Figure 5 (A) Details of the observed distribution of the winter wheat yield. Details of the modeled distribution based on (B) 10-m Sentinel-2, (C) 30-m ZY-1 02D, and (D) 30-m Sentinel-2 data. The modeled yield distribution based on (E) 10-m Sentinel-2, (F) 30-m ZY-1 02D, and (G) 30-m Sentinel-2 data.

Overall, the estimates based on the 10-m Sentinel-2 data were found to be the most accurate, followed by those based on the 30-m ZY-1 02D data; the estimates based on the 30-m Sentinel-2 were the least accurate (see Figure 6). By comparing the results for the datasets with different spatial and spectral resolutions, it was found that the spatial resolution had a greater impact on the winter wheat yield estimates than the spectral resolution: this can be seen from a comparison of the results for the 10-m Sentinel-2 data and the 30-m ZY-1 02D data. The 10-m Sentinel-2 data, which was the dataset with the highest spatial resolution, performed best, capturing 91% of the yield variation. The observed data consisted of gridded data with a spatial resolution of 5 m, and the satellite data with the spatial resolution that was closest to this produced the best estimates of the yield. The result was also recognized in previous studies that hyperspectral PRISMA models was lower than the multispectral Sentinel-2 models (Marshall et al., 2022). However, multispectral bands provide coarser spectral information than hypersectral bands (Yang et al., 2021). A comparison of the results based on the ZY-1 02D and Sentinel-2 data, which have the same spatial resolution, showed that the ZY-1 02D data, which has more spectral bands, performed better, indicating that the features most important to the yield still remained after the band-by-band combination and that the narrow bands could provide relevant and accurate information about the yield. Therefore, Hyperspectral (HS)-Multispectral(MS) fusion paradigm to hyperspectral data is considered to get both advantages of high spatial and spectral resolution. Here, some of the advantages and limitations of applying hyperspectral imaging to estimates of agricultural yields are demonstrated. However, although the mathematical relevance of the hyperspeactral band selection method is maximized, the computational volume is large and the physical meaning is not clear enough, resulting in low applicability (Kong et al., 2022). Further research should be targeted towards to the implementation and evaluation of more applicable band select method in hyperspectral, making the most effective use of hyperspectral band information.

FIGURE 6

Figure 6 Comparison between estimates of the winter wheat yield based on (A) 10-m Sentinel-2, (B) 30-m ZY-1 02D, and (C) 30-m Sentinel-2 data.

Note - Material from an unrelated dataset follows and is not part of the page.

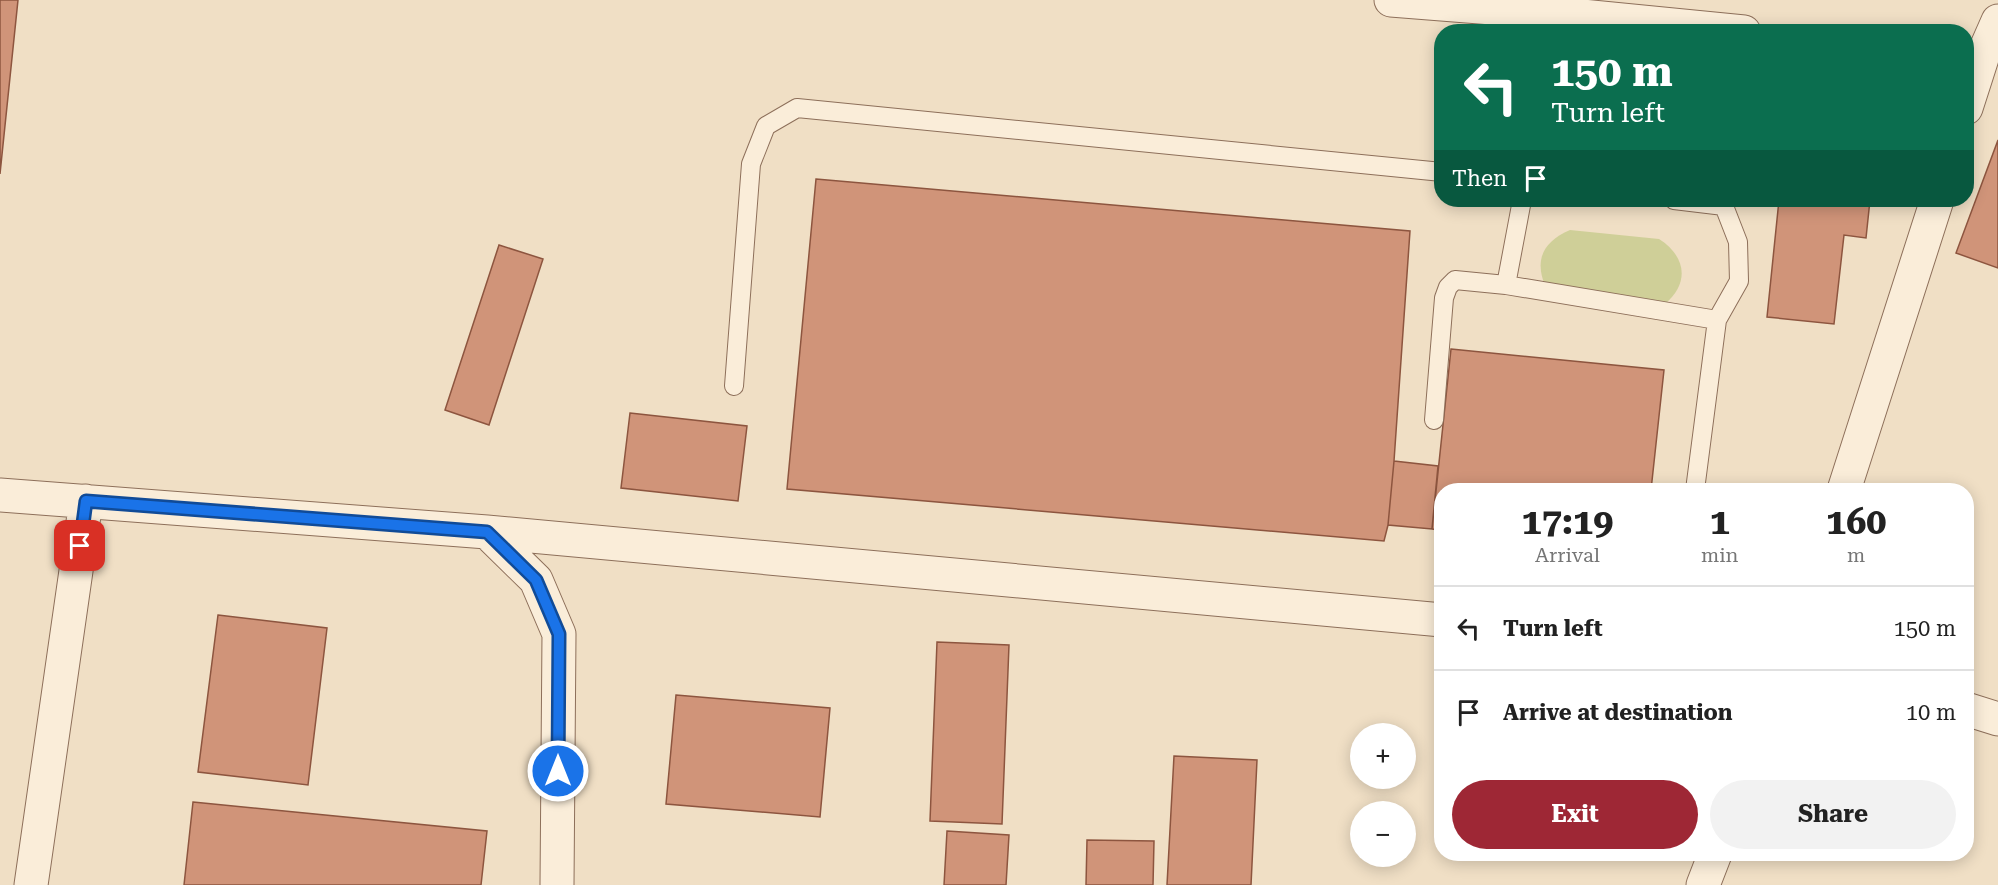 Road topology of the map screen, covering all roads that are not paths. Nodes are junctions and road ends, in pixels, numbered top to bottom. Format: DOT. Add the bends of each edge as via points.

3.3 Effect of various spectral bands and vegetation indexes on yield estimation

In the PFI experiment that was conducted, the importance of the four features used in the modeling could be ranked as SR > NDWI > EVI > REP. The shuffled vegetation index SR produced the largest loss of 0.4783, followed by a loss of 0.4492 for the NDWI, 0.2385 for the EVI, and 0.2371 for the REP. A larger loss value indicates a greater contribution to the results. The large SR contribution is due to the high correlation between the ratio of the red band to the NIR wavelength bands and the leaf area index, which is a good measure of the crop growth (Jordan, 1969). The NDWI indicates the amount of biostructural water contained in a crop, so the large contribution made by the NDWI indicates that water has a great influence on the accumulation of organic matter in a crop (Gao, 1996). The EVI, which is a greenness vegetation index, had less effect on the results, which may be related to the instability of the blue band due to residual atmospheric effects. The poor performance of the REP vegetation index in the modeling may be due to the fact that the spatial resolution of the red-edge bands in Sentinel-2 is 20 m, which does not match the spatial resolution of the yield data. However, the vegetation indices we selected were based on anthropogenic experience about spectral information; other vegetation indices such as Green Leaf Area Index (Duchemin et al., 2008), Crop Water Stress Index (Ghaemi et al., 2016) should also be considered. We can combine empirical and statistical methods in the selection of vegetation indices.

In most previous studies, each feature was input to a model individually to retrain the model (Cai et al., 2019). This seems an intuitive approach; however, it is not appropriate if we are interested in the feature importance of the model where all features are trained together instead of one by one. Zhang et al. (2021) evaluated six typical VIs separately for their abilities to predict maize yield using the three approaches. Compared the feature importance rank in Zhang et al. (2021), the advantage of the PFI method that we used in this study is that it outputs the performance of each feature when all of the features are input to the model together, and all interactions with other features are automatically considered. We analyzed the spectral information in combination with the environmental stresses of the crop, and the ranking results reflected the most important factors for wheat growth, so as to provide a reference for practical agricultural management: in conducting winter wheat farming, we need to focus on natural conditions such as tillage density, which is related to the leaf area index, and the amount of irrigation, which is closely related to the water within the winter wheat plant. However, besides PFI, more and more methods have recently been proposed to help users interpret the predictions of complex models, such as a unified framework for interpreting predictions named SHapley Additive exPlanations (Lundberg and Lee, 2017), and further research should be targeted towards to the comparison among multiple feature importance rank methods.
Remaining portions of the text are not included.